(Stored data entries)
----------------

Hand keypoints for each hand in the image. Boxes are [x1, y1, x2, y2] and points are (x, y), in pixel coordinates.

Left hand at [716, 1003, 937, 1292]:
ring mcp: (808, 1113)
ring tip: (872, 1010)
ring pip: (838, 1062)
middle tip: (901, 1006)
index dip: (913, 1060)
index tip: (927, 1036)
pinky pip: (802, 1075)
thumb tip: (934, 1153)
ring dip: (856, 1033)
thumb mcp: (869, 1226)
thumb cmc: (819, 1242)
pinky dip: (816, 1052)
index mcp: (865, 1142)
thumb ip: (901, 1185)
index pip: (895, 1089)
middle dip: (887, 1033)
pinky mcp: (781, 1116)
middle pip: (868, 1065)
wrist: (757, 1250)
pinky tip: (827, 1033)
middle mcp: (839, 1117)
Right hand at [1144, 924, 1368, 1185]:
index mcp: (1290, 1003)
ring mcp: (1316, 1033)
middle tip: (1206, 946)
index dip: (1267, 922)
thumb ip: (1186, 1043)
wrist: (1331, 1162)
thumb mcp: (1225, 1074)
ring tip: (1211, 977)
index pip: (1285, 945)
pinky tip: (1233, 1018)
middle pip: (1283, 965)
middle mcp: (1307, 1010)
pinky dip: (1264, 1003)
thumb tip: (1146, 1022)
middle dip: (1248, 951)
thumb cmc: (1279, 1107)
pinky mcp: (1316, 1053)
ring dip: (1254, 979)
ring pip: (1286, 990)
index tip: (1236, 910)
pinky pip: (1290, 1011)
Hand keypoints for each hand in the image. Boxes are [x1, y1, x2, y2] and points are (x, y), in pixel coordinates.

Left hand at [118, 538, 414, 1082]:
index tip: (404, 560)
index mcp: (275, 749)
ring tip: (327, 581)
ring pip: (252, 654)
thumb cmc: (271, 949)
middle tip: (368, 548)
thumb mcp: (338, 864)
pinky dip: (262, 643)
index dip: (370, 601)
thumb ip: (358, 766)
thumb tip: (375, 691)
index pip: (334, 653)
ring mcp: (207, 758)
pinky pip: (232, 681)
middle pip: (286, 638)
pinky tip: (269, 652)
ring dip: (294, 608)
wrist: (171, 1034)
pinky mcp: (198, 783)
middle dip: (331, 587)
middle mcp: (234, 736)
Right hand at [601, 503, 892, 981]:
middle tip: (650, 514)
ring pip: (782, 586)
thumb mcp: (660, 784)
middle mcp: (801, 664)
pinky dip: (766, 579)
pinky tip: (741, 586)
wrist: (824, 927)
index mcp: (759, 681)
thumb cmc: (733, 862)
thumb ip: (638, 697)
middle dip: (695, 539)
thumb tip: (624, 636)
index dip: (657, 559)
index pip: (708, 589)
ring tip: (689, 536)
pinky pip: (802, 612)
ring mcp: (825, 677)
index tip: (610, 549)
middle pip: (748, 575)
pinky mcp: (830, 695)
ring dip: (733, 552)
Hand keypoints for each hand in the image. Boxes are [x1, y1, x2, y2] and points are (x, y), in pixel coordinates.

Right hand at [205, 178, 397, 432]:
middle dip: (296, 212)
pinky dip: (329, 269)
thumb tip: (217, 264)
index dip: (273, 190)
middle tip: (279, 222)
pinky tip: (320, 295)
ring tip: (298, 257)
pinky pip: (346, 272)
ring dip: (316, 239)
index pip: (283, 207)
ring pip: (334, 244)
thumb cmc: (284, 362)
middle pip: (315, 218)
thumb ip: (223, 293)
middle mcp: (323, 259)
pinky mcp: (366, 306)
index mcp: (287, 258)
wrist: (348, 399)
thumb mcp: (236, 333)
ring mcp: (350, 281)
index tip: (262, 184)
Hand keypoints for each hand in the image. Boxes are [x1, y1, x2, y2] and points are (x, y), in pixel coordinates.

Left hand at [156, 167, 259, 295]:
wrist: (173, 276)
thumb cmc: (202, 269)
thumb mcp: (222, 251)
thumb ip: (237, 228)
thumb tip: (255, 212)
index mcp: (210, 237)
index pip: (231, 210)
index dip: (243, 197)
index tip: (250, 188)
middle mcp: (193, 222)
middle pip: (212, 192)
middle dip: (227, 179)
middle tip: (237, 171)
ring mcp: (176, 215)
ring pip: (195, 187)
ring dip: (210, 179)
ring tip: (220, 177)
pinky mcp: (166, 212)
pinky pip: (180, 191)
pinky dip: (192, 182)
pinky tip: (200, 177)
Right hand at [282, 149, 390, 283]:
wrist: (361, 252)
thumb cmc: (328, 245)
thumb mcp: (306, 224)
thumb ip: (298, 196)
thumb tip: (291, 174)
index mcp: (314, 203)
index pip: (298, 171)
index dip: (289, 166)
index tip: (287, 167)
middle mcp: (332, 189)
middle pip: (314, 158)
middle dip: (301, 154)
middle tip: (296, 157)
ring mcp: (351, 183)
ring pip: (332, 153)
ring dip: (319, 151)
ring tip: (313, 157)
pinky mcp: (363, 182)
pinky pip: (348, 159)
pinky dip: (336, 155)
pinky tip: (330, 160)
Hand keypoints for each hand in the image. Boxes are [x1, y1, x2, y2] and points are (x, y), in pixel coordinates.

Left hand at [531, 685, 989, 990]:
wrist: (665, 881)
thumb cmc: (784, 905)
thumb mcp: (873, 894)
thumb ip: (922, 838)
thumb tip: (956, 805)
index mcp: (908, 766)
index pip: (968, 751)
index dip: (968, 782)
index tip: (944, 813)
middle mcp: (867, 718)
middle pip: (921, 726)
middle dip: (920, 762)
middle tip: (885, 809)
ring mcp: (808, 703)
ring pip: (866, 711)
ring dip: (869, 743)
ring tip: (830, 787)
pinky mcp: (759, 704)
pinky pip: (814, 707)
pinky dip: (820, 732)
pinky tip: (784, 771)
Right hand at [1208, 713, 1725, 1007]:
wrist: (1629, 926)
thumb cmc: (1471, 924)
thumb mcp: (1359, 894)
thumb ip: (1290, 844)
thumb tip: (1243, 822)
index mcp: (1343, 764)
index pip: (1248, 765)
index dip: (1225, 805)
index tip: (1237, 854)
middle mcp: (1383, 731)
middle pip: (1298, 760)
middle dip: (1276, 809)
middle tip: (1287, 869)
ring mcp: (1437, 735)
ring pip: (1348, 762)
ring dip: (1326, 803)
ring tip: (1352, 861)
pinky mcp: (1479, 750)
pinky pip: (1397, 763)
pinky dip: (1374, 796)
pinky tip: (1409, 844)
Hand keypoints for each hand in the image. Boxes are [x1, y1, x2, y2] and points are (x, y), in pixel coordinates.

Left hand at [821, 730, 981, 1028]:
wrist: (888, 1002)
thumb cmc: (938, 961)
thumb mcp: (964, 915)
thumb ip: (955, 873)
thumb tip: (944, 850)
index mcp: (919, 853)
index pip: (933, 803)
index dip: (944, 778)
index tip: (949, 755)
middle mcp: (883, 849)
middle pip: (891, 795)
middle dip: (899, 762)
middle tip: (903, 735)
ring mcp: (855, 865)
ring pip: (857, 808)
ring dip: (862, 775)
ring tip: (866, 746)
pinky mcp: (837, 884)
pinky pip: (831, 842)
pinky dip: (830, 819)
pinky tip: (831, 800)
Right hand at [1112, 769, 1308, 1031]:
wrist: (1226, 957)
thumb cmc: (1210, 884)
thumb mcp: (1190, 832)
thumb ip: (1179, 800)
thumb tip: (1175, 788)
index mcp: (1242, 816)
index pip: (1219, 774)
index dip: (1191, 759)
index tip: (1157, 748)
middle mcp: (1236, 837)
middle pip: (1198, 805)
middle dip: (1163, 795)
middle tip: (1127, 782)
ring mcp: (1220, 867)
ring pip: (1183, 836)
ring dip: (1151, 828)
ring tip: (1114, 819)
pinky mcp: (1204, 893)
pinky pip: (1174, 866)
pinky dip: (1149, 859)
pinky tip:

----------------

:: EXERCISE INSTRUCTIONS ::
All lines in the entries above that hold the word "Right" need to be copied.

:: TASK RESPONSE ::
Right hand at [1144, 924, 1368, 1185]:
Right hand at [601, 503, 892, 981]:
Right hand at [205, 178, 397, 432]:
Right hand at [282, 149, 390, 283]:
Right hand at [1208, 713, 1725, 1007]:
Right hand at [1112, 769, 1308, 1031]:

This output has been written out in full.